■ **Records from a collection**

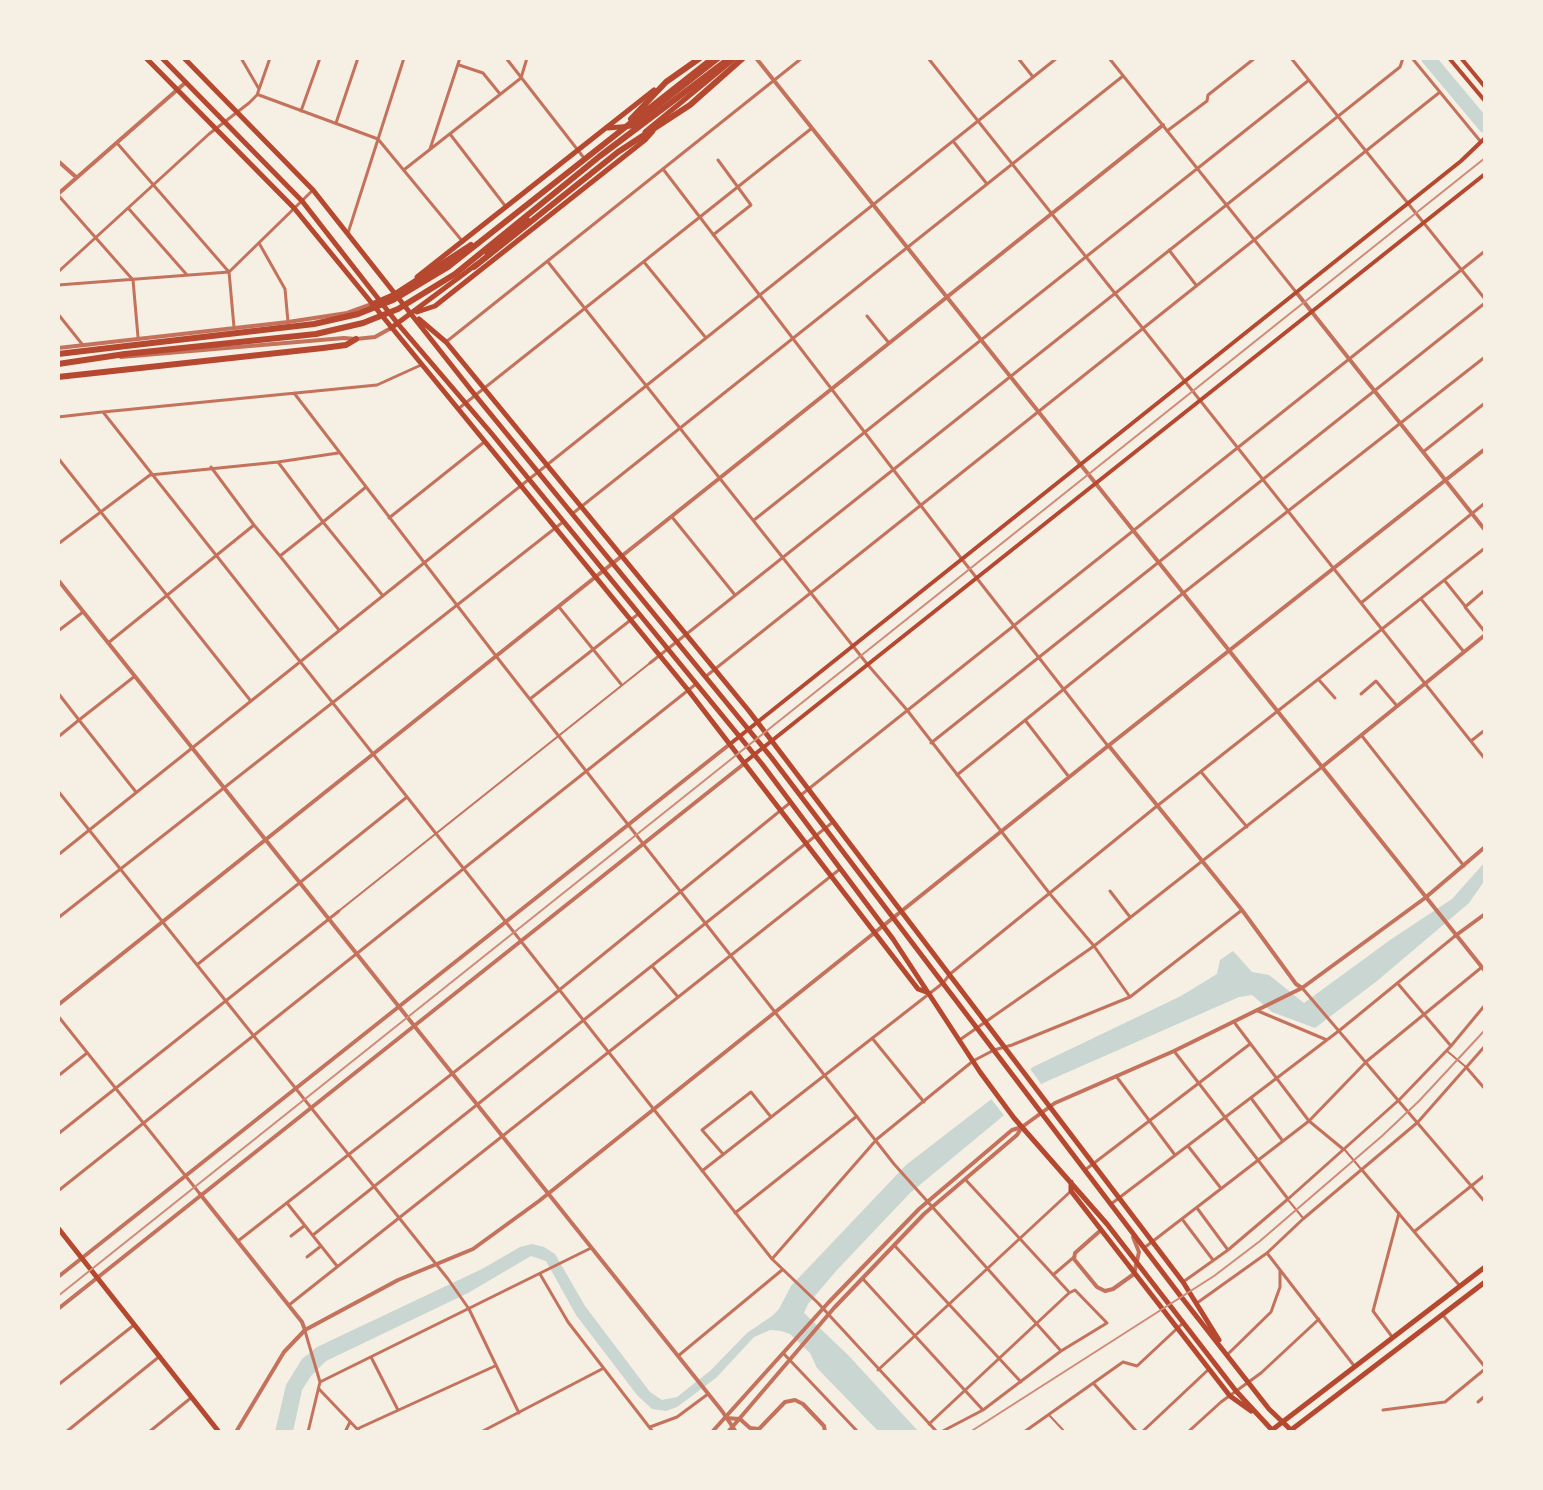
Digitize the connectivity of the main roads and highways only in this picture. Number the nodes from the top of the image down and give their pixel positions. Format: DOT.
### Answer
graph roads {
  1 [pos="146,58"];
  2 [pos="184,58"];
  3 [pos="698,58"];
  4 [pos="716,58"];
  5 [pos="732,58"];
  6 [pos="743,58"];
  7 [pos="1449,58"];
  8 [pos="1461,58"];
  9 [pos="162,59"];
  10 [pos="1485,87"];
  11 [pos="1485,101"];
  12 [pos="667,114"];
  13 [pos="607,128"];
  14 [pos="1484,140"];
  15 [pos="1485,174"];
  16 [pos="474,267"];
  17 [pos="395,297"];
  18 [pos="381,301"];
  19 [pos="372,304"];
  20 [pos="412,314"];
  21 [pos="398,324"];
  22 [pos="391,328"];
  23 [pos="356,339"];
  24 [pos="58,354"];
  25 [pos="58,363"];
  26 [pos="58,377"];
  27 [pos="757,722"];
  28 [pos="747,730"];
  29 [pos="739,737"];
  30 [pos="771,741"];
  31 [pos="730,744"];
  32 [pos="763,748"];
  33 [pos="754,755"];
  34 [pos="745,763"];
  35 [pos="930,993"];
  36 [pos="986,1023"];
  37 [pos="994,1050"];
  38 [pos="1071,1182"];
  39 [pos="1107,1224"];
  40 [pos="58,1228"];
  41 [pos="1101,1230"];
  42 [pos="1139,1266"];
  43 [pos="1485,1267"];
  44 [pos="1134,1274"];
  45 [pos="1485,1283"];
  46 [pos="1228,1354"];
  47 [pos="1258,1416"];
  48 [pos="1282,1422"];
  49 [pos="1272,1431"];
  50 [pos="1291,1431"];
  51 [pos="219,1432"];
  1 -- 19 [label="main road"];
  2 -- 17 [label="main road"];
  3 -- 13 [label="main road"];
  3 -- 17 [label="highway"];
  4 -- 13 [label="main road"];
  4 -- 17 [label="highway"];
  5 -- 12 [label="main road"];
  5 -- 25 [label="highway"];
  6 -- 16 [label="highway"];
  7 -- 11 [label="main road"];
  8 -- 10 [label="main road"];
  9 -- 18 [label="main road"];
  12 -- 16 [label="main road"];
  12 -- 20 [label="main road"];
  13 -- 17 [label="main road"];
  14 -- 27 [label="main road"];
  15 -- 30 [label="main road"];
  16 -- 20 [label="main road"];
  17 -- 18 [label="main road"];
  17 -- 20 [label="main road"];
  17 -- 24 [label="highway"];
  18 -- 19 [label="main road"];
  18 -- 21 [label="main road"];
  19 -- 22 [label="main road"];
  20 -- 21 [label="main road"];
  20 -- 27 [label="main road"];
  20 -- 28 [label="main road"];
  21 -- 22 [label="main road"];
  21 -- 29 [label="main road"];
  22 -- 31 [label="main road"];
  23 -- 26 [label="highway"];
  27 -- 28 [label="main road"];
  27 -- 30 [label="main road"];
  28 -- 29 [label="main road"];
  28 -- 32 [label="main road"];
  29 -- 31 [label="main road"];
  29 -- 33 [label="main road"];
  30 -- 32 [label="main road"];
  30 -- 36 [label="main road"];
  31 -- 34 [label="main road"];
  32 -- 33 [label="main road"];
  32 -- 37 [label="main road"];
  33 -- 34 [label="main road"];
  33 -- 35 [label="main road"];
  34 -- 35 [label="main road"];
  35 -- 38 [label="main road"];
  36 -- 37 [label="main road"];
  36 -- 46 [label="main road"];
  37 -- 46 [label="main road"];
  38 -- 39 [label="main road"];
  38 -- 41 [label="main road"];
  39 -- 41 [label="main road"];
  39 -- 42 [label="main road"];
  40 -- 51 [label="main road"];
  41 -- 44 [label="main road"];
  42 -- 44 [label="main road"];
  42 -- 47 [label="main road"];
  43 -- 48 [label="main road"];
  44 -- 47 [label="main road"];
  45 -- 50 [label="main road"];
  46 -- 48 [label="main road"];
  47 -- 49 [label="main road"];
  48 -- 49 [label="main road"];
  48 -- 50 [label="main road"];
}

■ **Task requirements**
Starting from the records above, copy each line where the string "roads" is found.

■ **Solution to the exercise**
Digitize the connectivity of the main roads and highways only in this picture. Number the nodes from the top of the image down and give their pixel positions. Format: DOT.
graph roads {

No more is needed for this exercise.